## Setting: 

* Quite often we use clustering for feature engineering
* We create clusters and use the membership of samples to those clusters as features
* Today we will try to use clustering as a feature engineering technique for a simple dataset like iris and see if imporves results

# Task

1. For the `iris` dataset, build a logistic regression model against the cluster-membership variable alone.
2. For the `iris` dataset, build an SVM model by adding the cluster-membership variable to the feature matrix. Did the model performance go up?

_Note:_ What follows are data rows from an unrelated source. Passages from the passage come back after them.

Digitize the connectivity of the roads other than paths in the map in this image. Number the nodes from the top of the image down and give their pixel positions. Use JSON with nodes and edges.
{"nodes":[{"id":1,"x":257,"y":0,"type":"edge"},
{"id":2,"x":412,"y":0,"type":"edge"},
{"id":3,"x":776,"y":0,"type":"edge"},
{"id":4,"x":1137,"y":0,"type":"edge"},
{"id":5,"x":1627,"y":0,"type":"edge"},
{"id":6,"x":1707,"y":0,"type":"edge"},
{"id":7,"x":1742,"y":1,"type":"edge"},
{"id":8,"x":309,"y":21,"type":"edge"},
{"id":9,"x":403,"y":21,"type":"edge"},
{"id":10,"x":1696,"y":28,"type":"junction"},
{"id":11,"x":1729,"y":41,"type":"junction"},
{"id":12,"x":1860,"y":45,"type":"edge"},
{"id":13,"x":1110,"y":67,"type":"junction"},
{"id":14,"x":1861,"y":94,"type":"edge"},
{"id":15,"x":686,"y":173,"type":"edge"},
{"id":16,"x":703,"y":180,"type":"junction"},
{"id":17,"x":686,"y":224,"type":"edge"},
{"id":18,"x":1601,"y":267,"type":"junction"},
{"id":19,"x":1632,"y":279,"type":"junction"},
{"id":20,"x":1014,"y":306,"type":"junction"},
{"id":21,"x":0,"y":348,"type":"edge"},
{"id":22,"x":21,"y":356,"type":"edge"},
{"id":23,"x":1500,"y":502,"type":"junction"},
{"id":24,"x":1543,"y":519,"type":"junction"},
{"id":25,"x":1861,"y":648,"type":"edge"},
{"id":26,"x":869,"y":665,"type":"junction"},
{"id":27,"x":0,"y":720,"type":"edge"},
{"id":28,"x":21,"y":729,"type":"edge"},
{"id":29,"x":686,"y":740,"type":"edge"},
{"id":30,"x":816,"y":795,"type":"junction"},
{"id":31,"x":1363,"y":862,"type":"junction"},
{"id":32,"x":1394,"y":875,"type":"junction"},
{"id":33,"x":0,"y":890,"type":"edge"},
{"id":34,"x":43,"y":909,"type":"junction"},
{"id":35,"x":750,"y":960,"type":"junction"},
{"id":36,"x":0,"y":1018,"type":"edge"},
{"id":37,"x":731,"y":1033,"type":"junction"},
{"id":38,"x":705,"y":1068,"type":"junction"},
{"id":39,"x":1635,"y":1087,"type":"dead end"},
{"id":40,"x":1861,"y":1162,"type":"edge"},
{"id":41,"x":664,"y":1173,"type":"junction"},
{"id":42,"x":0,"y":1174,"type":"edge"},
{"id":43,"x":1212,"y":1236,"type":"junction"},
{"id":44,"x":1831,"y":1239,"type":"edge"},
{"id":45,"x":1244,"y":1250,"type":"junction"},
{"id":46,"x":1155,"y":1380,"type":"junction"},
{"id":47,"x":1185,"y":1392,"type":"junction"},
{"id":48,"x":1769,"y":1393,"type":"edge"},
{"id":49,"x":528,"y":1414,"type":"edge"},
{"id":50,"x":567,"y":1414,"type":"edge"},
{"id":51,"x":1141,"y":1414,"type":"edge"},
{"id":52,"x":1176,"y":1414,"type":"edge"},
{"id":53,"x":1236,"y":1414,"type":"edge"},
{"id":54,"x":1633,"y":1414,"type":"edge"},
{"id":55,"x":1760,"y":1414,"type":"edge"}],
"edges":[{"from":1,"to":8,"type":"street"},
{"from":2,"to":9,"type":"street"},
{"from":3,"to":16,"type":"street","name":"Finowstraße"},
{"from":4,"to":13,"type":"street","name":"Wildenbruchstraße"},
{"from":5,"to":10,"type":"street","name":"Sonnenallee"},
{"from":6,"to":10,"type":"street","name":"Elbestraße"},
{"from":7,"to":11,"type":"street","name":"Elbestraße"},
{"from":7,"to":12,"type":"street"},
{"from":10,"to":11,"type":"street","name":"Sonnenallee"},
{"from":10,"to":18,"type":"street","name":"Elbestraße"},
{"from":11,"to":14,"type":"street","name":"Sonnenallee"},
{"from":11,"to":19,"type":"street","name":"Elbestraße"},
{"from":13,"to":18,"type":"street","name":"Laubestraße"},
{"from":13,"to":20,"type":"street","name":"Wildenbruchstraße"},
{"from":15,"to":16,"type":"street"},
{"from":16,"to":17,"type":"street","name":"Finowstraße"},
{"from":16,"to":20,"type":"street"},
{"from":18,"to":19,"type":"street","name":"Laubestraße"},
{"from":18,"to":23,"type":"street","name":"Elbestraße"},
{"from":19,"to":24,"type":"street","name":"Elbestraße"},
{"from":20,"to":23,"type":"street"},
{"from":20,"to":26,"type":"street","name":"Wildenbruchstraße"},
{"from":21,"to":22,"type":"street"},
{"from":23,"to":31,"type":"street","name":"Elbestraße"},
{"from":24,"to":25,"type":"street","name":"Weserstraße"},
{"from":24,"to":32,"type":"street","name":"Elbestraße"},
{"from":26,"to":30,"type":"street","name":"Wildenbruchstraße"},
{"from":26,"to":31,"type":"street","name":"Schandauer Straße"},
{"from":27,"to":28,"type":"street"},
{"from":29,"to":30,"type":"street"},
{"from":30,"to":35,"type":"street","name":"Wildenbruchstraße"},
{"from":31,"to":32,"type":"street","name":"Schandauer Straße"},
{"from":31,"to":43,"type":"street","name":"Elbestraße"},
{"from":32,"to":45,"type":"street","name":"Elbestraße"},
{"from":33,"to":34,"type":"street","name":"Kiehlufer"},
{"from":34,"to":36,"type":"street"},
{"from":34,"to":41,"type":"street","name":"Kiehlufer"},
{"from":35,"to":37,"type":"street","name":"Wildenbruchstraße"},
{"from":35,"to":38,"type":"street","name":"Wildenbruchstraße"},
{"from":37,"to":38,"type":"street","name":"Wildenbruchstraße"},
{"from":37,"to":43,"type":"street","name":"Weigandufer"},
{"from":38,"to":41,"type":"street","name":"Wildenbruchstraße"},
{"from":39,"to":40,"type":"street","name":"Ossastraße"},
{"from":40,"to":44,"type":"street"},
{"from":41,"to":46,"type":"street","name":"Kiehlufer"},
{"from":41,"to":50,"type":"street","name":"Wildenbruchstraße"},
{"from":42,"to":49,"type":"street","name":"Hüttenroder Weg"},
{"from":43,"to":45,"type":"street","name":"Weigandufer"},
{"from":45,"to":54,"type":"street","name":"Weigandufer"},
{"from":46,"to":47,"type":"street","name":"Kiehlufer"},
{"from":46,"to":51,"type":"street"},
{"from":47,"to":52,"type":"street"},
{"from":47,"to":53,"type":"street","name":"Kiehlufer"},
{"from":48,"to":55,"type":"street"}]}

You need to write a class `Iris`, which has following methods

* __init__()
    * Initiates `load_data()` method of sklearn
    * returns None
    
* load_data()
    * loads given inbuilt dataset
    * splits into test and train datasets
    * accepts 
        * data (str, dataset to be loaded)
    * returns 
        * 1
    
* Kmeans()
    * Performs kmeans clustering on the loaded data
    * Adds clusters to the original data (if output parameter is specified as "all") or replaces original data with cluster membership data (column matrix)
    * accepts 
        * technique (k-means initialization techique) (default "random")
        * n_clusters (number of clusters) (default 2)
        * output ("all", "one") (default "all")
    * returns
        * self
        
* model()
    * runs given model on the dataset and returns accuracy score
    * accepts 
        * model sklearn ml algorithm object
    * returns
        * accuracy score

In [1]:
from sklearn.cluster import KMeans
from sklearn.metrics import accuracy_score
from sklearn.linear_model import LogisticRegression
from sklearn.datasets import load_iris
from sklearn.model_selection import train_test_split
from sklearn import svm
import pandas as pd, numpy as np

In [34]:
class Iris(object):
    
    def __init__(self):
        self.load_data()
        return None
    
    def load_data(self, datafn=load_iris):
        data = datafn()
        self.X_train, self.X_test, self.y_train, self.y_test = train_test_split(data.data, data.target, test_size=0.3, random_state=42)
        return 1
    
    def Kmeans(self, technique='random', n_clusters=2, output = 'all'): 
        km = KMeans(init=technique, n_clusters=n_clusters)    
        km.fit(self.X_train)
        self.X_train = pd.DataFrame(self.X_train)
        self.X_test = pd.DataFrame(self.X_test)
        if output == 'all':
            self.X_train['km'] = km.labels_
            self.X_test['km'] = km.predict(self.X_test)
        elif output == 'one':
            self.X_train = km.labels_.reshape(-1, 1)
            self.X_test = km.predict(self.X_test).reshape(-1, 1) 
        return self
    
    def model(self, model = LogisticRegression()):
        model.fit(self.X_train, self.y_train)
        print self.X_train.shape
        predictions = model.predict(self.X_test)
        return accuracy_score(self.y_test, predictions)


### Iteration 1

In [35]:
Iris().Kmeans(n_clusters = 3).model()

(105, 5)


0.9555555555555556

#### Iteration 2

In [36]:
Iris().model()

(105, 4)


0.97777777777777775

#### Iteration 3

In [37]:
Iris().Kmeans(n_clusters = 3, output='one').model()

(105, 1)


0.51111111111111107

In [39]:
from sklearn.svm import SVC
Iris().Kmeans(n_clusters = 3, output='one').model(SVC())

(105, 1)


0.93333333333333335